WHAT THIS TASK INVOLVES: Go over the records and copy every line with the string "roads".

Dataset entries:
◇ ◇ ◇ ◇ ◇

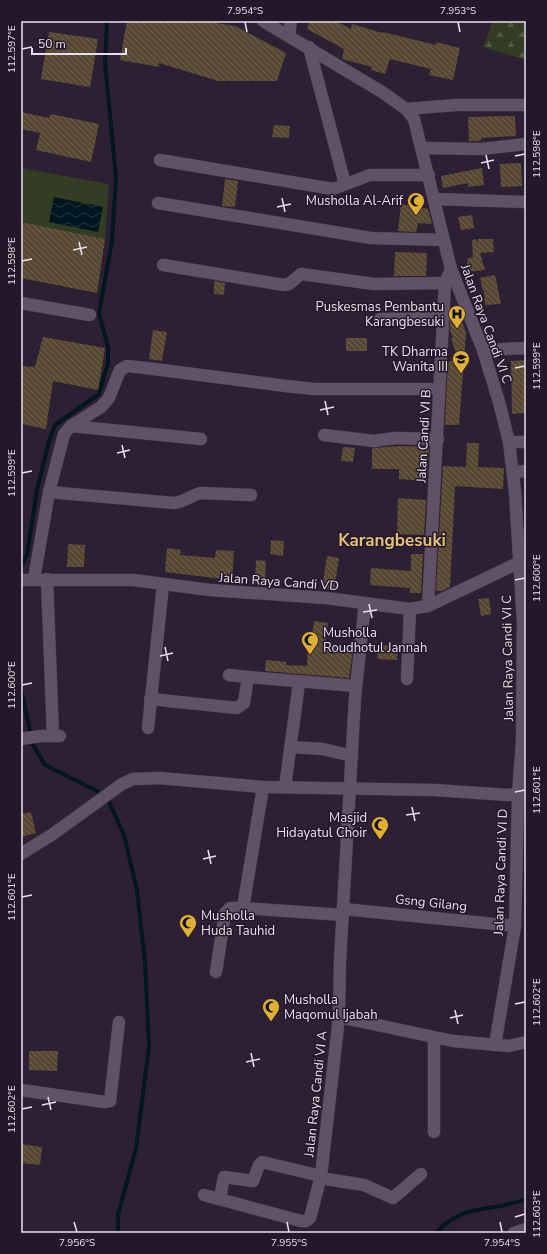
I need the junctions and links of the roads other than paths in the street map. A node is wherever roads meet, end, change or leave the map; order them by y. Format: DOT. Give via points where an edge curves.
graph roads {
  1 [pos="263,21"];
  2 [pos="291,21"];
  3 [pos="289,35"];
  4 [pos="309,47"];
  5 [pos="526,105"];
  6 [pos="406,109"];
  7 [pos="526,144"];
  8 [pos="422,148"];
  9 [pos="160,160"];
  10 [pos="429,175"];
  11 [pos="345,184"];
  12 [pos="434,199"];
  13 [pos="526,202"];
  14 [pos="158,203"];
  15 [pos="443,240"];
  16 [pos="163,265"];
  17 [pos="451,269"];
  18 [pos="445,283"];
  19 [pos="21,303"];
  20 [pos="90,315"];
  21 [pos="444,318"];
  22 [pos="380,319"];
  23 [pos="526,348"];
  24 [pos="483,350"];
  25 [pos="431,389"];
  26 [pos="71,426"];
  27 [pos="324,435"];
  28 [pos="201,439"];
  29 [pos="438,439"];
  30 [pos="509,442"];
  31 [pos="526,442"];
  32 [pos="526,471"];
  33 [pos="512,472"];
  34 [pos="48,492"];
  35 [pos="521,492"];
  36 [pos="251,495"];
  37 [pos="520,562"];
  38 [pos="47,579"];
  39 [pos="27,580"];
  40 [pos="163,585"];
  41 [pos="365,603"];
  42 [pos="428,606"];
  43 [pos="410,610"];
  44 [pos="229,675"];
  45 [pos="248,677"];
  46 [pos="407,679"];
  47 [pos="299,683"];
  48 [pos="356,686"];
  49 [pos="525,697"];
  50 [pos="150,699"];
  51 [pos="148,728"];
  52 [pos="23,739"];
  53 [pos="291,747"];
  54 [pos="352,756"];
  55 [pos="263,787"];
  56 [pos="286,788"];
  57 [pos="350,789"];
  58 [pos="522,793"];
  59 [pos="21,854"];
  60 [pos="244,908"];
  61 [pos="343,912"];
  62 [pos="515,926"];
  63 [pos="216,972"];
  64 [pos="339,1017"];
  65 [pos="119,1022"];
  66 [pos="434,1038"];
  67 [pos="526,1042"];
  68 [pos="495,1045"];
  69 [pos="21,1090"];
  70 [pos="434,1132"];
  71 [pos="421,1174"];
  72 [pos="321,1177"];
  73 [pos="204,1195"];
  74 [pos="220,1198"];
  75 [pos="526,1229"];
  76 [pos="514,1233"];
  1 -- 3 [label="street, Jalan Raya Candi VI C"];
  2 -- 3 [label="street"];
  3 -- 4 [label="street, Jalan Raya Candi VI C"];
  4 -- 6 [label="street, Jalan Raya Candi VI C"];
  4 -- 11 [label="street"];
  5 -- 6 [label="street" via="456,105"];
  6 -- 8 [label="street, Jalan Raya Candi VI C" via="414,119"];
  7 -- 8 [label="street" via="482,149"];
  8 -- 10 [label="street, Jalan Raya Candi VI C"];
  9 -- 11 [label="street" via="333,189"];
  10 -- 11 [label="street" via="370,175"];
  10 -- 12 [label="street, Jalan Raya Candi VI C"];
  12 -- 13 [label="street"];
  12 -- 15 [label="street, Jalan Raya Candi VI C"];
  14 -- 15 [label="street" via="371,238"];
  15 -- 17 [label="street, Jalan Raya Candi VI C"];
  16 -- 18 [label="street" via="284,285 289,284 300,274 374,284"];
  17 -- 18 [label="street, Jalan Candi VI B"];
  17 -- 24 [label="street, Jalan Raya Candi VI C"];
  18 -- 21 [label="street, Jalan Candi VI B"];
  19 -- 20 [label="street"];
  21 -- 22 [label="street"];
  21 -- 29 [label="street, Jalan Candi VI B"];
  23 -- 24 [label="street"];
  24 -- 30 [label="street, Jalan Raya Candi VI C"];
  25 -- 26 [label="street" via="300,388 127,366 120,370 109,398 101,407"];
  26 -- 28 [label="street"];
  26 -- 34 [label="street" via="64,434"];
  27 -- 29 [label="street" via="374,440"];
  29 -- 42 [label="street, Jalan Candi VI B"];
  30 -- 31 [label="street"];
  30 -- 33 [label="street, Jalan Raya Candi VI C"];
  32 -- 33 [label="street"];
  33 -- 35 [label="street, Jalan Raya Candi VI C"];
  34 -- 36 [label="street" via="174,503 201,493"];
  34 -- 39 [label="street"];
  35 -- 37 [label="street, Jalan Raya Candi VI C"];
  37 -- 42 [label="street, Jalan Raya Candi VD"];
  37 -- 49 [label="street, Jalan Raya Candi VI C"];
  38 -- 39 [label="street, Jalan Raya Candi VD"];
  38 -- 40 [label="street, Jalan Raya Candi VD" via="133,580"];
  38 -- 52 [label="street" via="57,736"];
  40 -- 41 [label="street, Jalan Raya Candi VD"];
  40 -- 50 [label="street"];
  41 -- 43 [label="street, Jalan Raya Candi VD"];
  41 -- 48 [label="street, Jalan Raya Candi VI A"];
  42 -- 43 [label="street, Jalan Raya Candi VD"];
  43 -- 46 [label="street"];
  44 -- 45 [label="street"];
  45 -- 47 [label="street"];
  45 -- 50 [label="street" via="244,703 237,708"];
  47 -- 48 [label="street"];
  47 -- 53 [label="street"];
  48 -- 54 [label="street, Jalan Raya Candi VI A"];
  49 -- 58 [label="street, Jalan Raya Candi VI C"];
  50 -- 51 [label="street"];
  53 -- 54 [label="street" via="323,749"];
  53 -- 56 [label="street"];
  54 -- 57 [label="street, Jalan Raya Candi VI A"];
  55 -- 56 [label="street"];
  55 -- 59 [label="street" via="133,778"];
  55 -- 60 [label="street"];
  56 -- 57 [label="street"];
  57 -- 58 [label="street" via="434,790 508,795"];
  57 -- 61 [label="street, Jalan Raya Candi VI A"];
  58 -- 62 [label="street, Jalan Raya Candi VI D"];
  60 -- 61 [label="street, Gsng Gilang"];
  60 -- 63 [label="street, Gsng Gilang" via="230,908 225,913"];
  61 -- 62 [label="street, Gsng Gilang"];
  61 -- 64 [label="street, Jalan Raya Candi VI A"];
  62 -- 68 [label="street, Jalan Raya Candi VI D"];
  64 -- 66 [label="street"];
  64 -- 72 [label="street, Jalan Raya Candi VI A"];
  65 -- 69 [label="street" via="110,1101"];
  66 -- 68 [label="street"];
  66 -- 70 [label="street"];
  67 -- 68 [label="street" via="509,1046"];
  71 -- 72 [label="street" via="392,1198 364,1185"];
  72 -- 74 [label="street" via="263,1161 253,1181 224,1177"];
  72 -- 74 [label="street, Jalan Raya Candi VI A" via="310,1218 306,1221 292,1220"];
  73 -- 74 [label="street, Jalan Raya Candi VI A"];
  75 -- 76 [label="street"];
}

◇ ◇ ◇ ◇ ◇

EXERCISE ANSWER:
I need the junctions and links of the roads other than paths in the street map. A node is wherever roads meet, end, change or leave the map; order them by y. Format: DOT. Give via points where an edge curves.
graph roads {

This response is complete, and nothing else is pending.